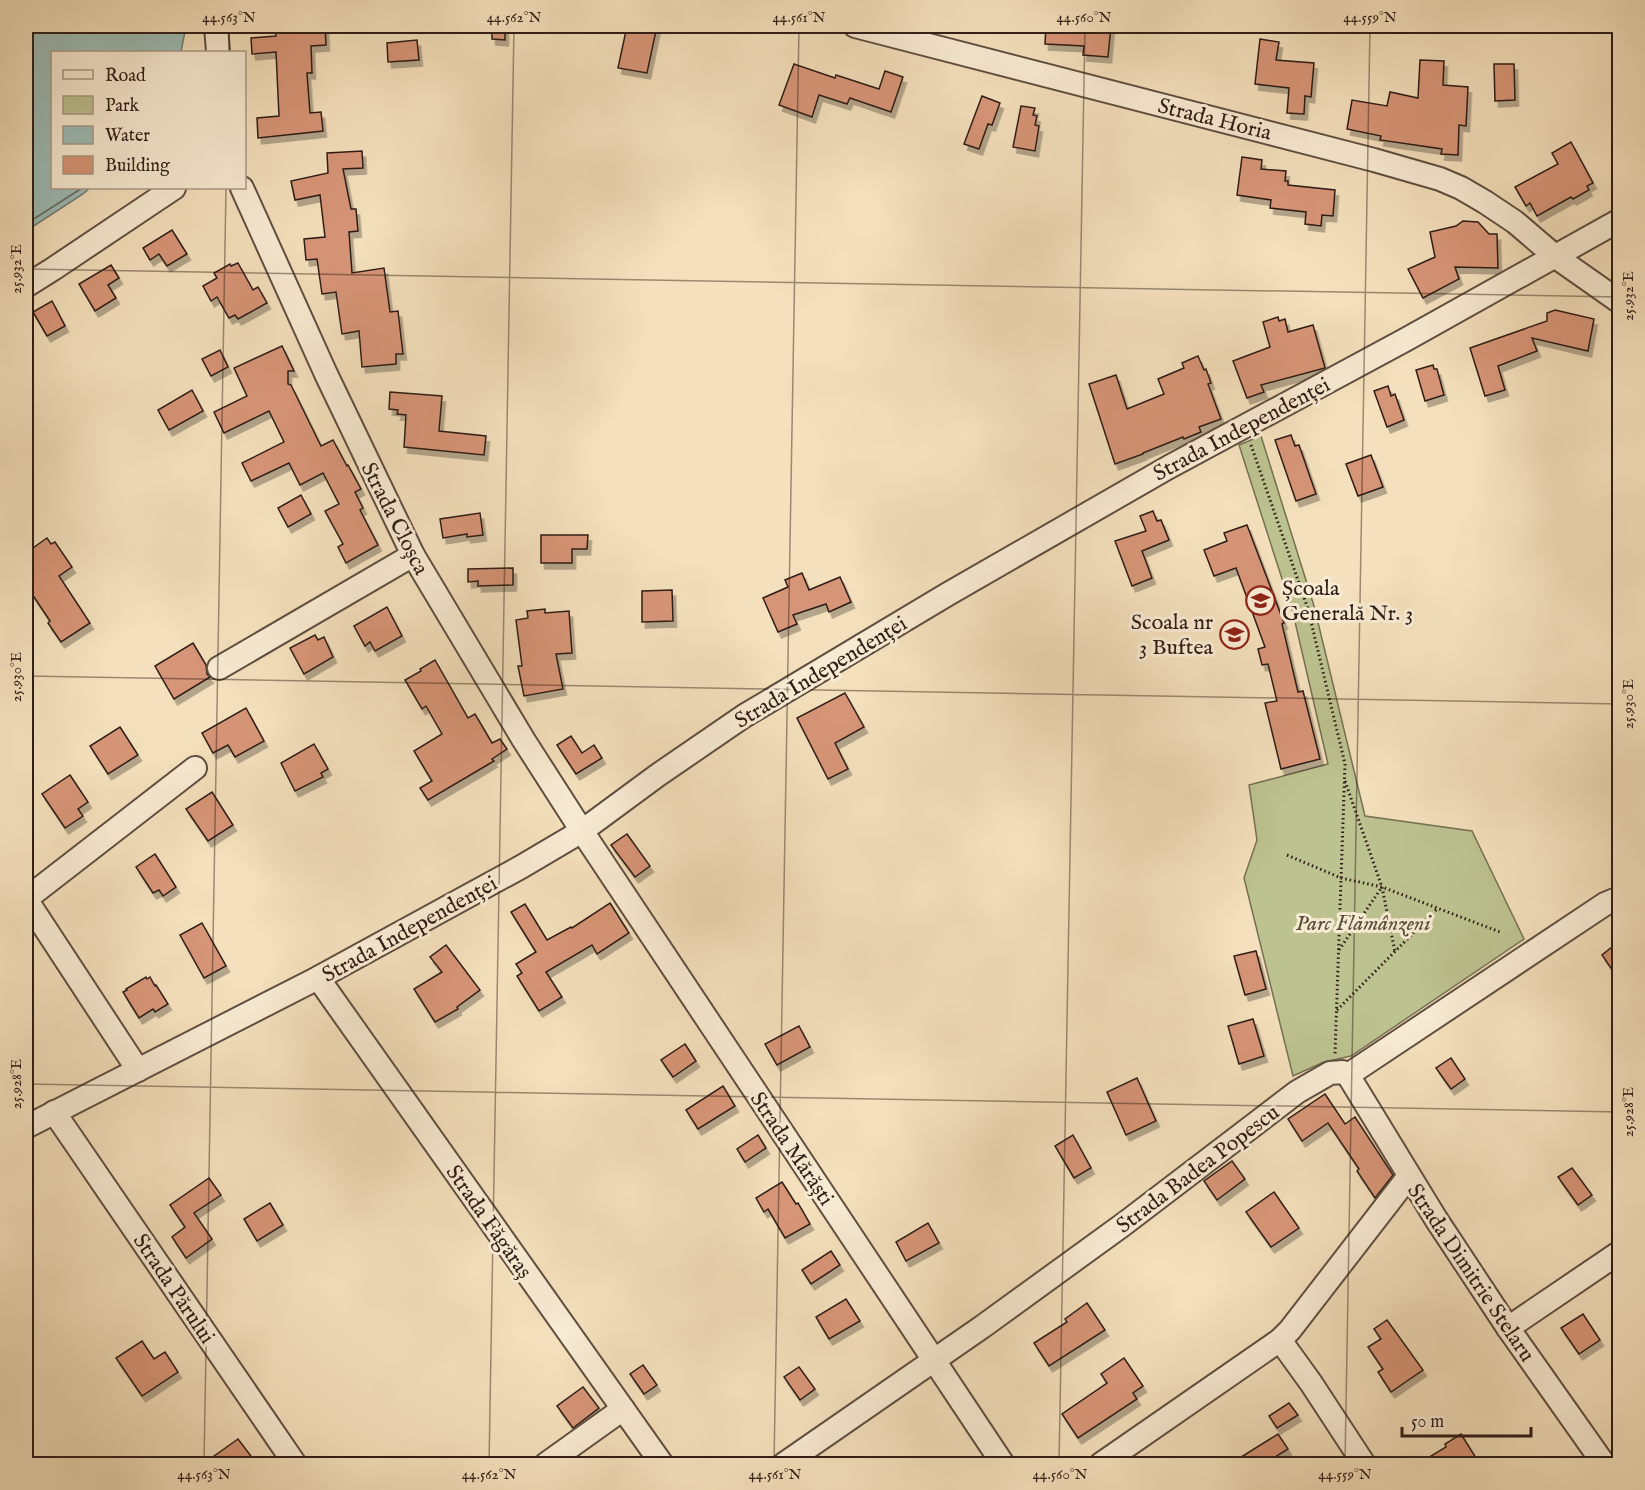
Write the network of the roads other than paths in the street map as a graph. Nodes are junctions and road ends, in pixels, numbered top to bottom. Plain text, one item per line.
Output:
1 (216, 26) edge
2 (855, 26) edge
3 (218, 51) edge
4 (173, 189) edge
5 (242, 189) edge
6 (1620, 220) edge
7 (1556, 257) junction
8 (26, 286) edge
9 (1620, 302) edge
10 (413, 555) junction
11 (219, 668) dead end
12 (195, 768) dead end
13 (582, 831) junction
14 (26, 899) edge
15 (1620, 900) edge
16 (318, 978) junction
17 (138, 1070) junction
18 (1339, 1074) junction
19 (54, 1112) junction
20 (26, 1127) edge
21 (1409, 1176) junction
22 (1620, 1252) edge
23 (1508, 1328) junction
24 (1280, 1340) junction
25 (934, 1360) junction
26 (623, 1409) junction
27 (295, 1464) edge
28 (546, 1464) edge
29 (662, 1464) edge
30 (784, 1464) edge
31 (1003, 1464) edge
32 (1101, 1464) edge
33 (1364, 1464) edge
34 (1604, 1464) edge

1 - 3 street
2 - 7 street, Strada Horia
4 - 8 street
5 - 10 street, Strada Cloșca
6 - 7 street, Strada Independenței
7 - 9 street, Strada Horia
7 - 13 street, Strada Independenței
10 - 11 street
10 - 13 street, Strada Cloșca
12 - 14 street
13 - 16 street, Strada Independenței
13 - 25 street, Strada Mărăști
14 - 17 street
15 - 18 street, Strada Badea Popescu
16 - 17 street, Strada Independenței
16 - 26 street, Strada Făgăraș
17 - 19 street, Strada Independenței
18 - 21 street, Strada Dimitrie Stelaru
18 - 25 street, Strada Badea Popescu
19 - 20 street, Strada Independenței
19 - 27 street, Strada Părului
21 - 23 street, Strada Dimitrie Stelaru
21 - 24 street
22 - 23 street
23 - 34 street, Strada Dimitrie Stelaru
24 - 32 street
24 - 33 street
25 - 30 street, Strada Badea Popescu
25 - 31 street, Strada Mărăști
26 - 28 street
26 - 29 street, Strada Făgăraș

◆ ◆ ◆ ◆ ◆

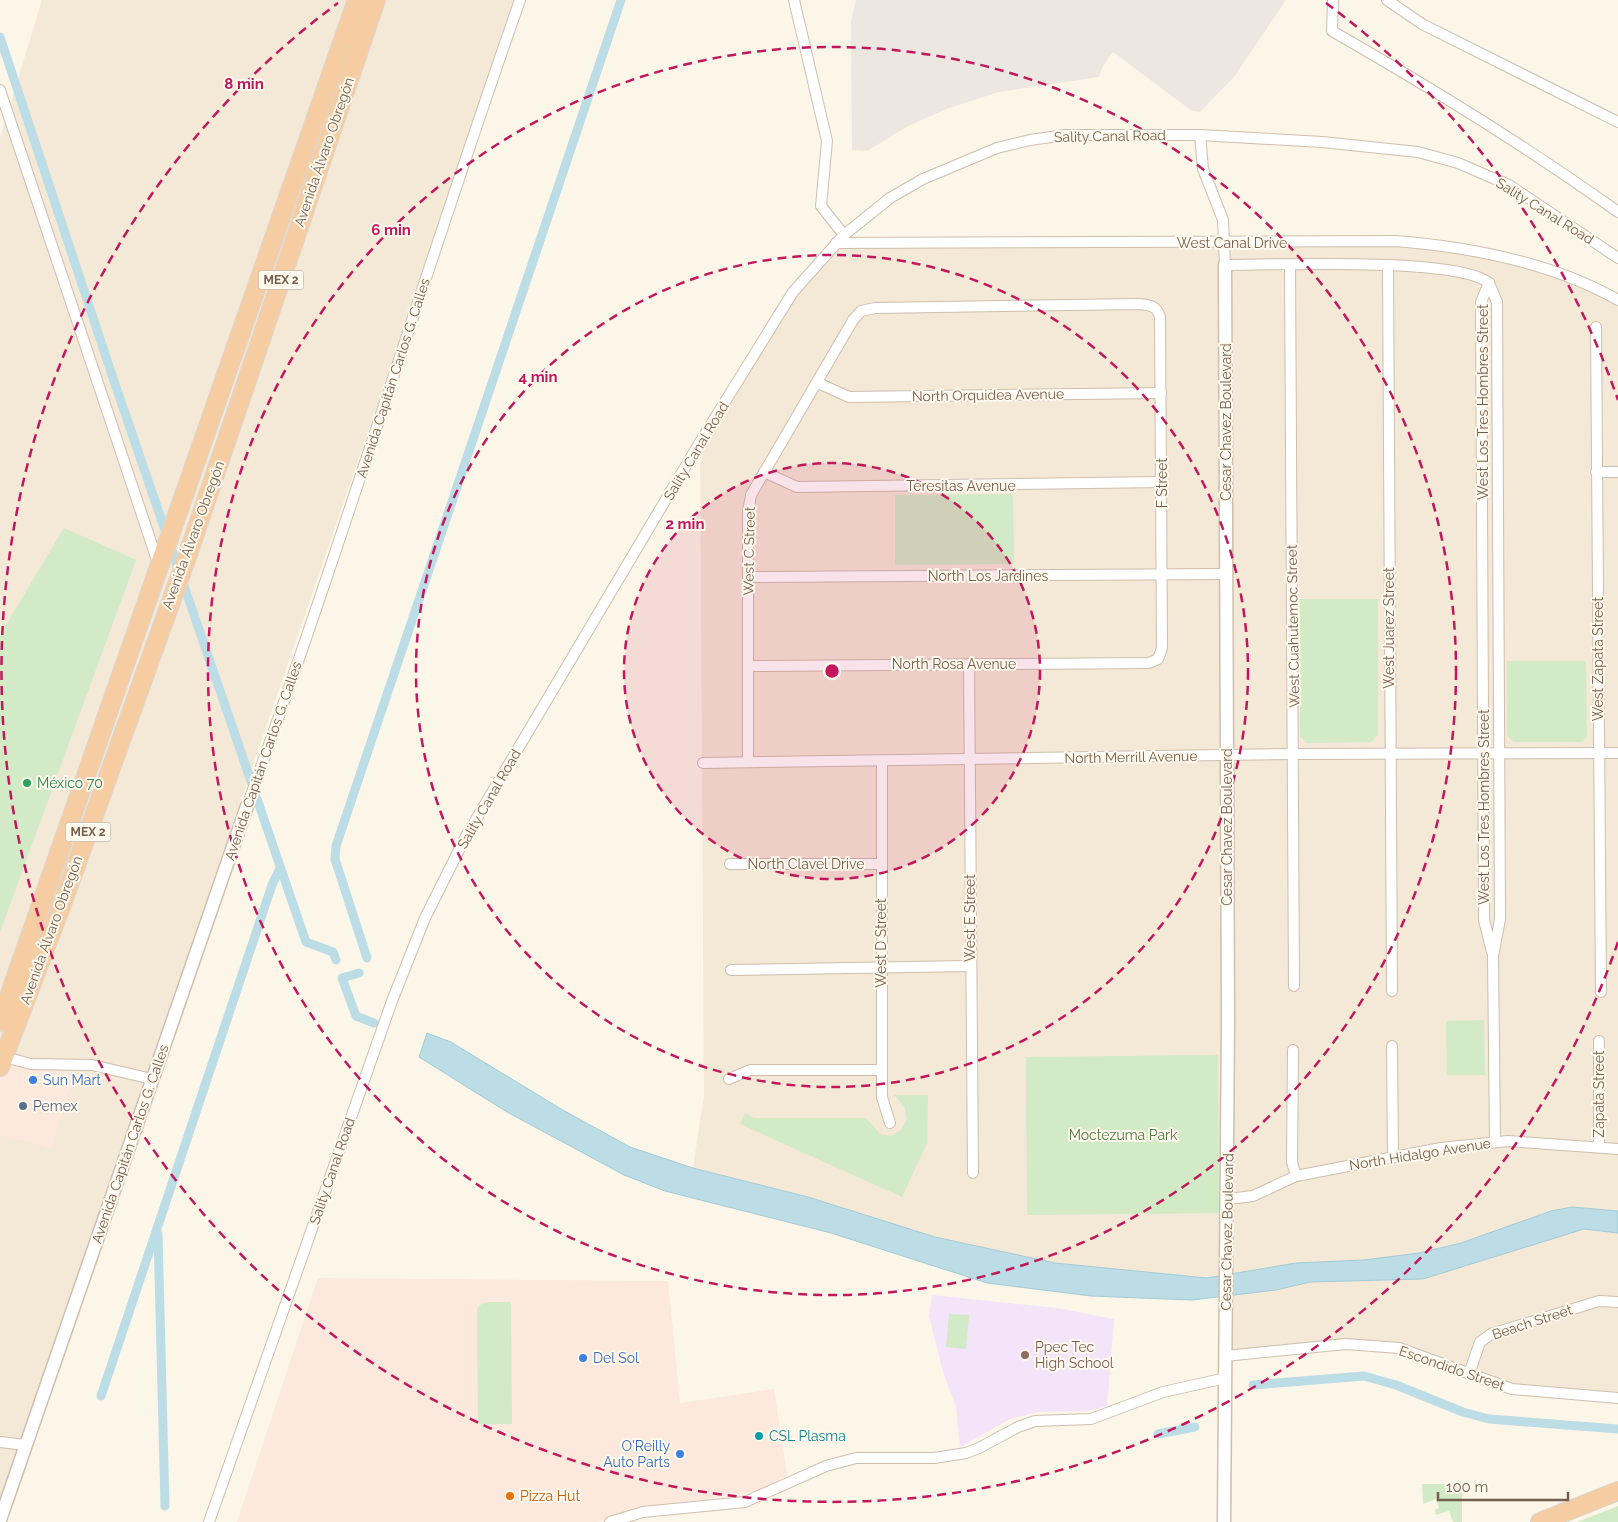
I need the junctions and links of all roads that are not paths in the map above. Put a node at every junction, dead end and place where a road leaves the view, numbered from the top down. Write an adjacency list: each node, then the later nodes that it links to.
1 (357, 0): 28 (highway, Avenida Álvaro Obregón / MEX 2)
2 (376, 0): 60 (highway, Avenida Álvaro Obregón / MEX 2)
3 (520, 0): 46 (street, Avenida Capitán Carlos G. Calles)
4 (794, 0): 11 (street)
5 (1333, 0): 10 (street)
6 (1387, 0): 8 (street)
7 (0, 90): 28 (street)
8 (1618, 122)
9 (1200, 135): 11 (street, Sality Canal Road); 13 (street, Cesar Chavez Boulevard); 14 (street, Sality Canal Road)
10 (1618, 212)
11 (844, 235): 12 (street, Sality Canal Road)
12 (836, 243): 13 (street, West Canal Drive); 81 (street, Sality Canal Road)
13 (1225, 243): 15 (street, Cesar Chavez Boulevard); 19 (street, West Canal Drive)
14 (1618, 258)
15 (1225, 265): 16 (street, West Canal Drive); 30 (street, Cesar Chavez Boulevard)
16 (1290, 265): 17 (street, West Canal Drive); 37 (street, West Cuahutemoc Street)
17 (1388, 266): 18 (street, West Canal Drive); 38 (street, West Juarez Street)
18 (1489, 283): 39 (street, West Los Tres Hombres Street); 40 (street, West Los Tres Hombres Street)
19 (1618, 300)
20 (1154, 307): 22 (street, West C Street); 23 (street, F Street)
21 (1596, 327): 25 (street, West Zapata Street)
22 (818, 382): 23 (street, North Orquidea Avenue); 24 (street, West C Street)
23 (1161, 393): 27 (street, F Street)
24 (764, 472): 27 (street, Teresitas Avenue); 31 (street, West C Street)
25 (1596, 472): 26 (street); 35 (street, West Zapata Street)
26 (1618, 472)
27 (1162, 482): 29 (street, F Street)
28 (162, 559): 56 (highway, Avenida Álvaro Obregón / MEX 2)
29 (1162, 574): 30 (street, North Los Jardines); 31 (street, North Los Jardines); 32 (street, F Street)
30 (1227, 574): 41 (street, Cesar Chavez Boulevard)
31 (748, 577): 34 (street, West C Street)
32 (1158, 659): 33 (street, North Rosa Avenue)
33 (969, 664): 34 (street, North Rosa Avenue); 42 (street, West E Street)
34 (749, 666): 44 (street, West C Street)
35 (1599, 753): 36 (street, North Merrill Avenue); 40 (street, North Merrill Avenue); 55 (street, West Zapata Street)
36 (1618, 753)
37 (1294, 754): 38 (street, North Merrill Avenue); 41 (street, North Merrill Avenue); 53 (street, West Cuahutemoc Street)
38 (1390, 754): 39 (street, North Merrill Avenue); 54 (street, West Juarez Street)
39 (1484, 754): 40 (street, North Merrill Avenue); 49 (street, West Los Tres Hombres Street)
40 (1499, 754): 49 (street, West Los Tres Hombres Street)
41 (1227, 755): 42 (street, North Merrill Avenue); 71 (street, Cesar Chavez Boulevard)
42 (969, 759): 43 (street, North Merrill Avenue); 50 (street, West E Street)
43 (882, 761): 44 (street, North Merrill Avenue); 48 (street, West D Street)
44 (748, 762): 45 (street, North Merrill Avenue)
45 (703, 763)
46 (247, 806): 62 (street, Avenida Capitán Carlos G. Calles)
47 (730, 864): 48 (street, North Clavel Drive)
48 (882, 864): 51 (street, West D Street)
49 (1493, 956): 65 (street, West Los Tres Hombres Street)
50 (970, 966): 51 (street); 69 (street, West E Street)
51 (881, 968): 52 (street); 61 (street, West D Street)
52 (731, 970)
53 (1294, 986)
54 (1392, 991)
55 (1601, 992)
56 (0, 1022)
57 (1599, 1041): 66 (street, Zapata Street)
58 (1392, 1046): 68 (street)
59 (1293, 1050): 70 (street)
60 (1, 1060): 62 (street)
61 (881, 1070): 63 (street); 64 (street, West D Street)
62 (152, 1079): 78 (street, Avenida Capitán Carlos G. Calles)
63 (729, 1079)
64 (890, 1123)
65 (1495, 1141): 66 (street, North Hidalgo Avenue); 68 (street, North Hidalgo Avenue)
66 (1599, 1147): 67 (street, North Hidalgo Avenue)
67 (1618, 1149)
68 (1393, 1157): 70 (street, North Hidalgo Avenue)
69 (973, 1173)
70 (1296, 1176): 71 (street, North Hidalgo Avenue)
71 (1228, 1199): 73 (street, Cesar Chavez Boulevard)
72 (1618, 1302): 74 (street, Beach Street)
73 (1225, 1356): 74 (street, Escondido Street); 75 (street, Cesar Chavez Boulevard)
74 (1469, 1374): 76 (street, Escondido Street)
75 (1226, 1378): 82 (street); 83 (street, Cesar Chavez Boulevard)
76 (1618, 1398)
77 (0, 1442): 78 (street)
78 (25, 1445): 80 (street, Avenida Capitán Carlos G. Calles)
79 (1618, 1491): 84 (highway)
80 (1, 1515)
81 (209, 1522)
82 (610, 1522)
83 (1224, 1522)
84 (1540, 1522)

◆ ◆ ◆ ◆ ◆

* **TASK DIRECTIONS**
Lines that contain "dead" should be pulled from the entries above and reported.

* **OUTPUT BELOW**
11 (219, 668) dead end
12 (195, 768) dead end
I need the junctions and links of all roads that are not paths in the map above. Put a node at every junction, dead end and place where a road leaves the view, numbered from the top down. Write an adjacency list: each node, then the later nodes that it links to.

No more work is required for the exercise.